Mint Expected to Balk at Voting Rights Message

By Mary Beth Sheridan
Washington Post Staff Writer
Tuesday, February 26, 2008

Forget the fragile cherry blossoms and cuddly panda bears. The District has decided to seek a tougher message on its new commemorative quarter: a protest of its lack of full voting rights.

The only question is whether the U.S. Mint will go along.

Yesterday, the District submitted three ideas for its quarter, part of a popular program that has produced coins representing each of the 50 states. One would feature the three stars and two bars of the D.C. flag; another would portray Benjamin Banneker, the 18th-century abolitionist who helped survey the city; and another would depict jazz great Duke Ellington, a D.C. native.

Each design would include the inscription "Taxation Without Representation" or "No Taxation Without Representation."

Those slogans were broadly popular as the D.C. government sought suggestions from residents in recent weeks on what to put on the coin. About one-third of the 350 people who sent in ideas requested the inscriptions, city officials said.

But the Mint does not allow "controversial subjects" on the coins, according to its guidelines. Even before the District submitted its ideas, the Mint had expressed its lack of enthusiasm for the voting rights theme, said Stephanie D. Scott, secretary of the District.

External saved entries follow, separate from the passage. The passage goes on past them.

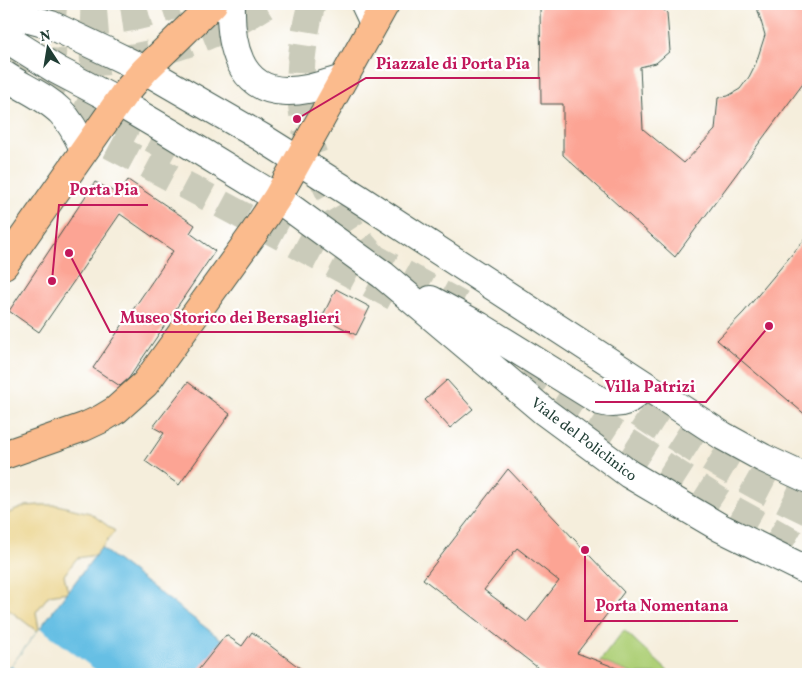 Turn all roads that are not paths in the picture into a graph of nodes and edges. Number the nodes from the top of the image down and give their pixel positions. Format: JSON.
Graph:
{"nodes":[{"id":1,"x":213,"y":4,"type":"edge"},
{"id":2,"x":231,"y":4,"type":"edge"},
{"id":3,"x":375,"y":10,"type":"edge"},
{"id":4,"x":4,"y":12,"type":"edge"},
{"id":5,"x":4,"y":37,"type":"edge"},
{"id":6,"x":145,"y":70,"type":"junction"},
{"id":7,"x":4,"y":75,"type":"edge"},
{"id":8,"x":343,"y":79,"type":"junction"},
{"id":9,"x":118,"y":102,"type":"junction"},
{"id":10,"x":84,"y":149,"type":"junction"},
{"id":11,"x":299,"y":161,"type":"junction"},
{"id":12,"x":277,"y":198,"type":"junction"},
{"id":13,"x":4,"y":265,"type":"edge"},
{"id":14,"x":383,"y":275,"type":"junction"},
{"id":15,"x":644,"y":386,"type":"junction"},
{"id":16,"x":4,"y":455,"type":"edge"},
{"id":17,"x":808,"y":480,"type":"edge"},
{"id":18,"x":808,"y":571,"type":"edge"}],
"edges":[{"from":1,"to":6,"type":"main road"},
{"from":2,"to":8,"type":"street"},
{"from":3,"to":8,"type":"main road"},
{"from":4,"to":6,"type":"street"},
{"from":5,"to":9,"type":"street","name":"Viale del Policlinico"},
{"from":6,"to":9,"type":"main road"},
{"from":6,"to":11,"type":"street"},
{"from":7,"to":10,"type":"street"},
{"from":8,"to":11,"type":"main road"},
{"from":9,"to":10,"type":"main road"},
{"from":9,"to":12,"type":"street","name":"Viale del Policlinico"},
{"from":10,"to":13,"type":"main road"},
{"from":11,"to":12,"type":"main road"},
{"from":11,"to":15,"type":"street"},
{"from":12,"to":14,"type":"street","name":"Viale del Policlinico"},
{"from":12,"to":16,"type":"main road"},
{"from":14,"to":15,"type":"street","name":"Viale del Policlinico"},
{"from":14,"to":18,"type":"street","name":"Viale del Policlinico"},
{"from":15,"to":17,"type":"street"}]} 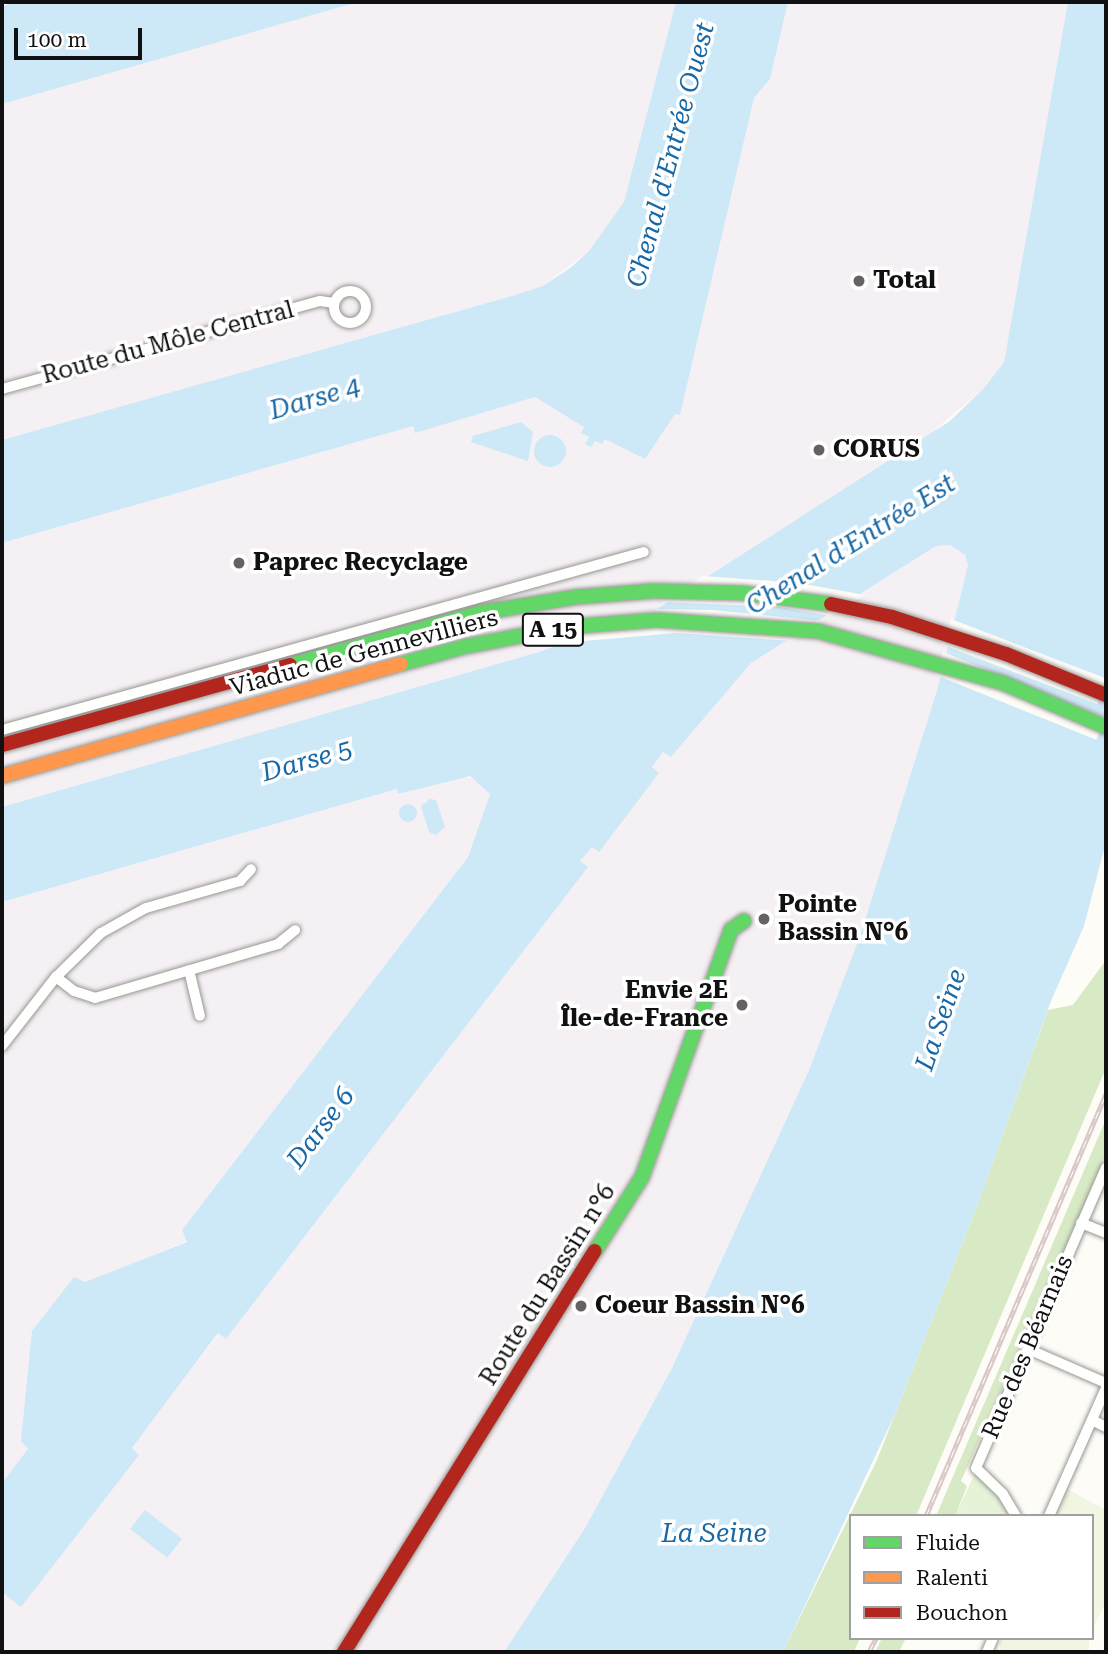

"They do not expect they will approve it," she said of federal officials.

Hoping to change minds, Scott sent a memo explaining why the city viewed the phrases as reflecting D.C. reality, not a political rant.

"Our citizens see this as an opportunity -- similar to our license plates -- to educate the general public" about the voting rights issue, said her memo to Treasury Secretary Henry M. Paulson Jr.

About 30 billion coins have been issued through the U.S. quarters program, which was established in 1998. The law that set up the program left out the District, a sore point for a city smarting over its limited autonomy and lack of voting representation in Congress. After years of complaints, the city was added to the program in December, along with five U.S. territories.

The District coin is expected to be minted in 2009.

Mayor Adrian M. Fenty (D) called on city residents in recent weeks to pitch their ideas for the quarter, and they were not shy in responding.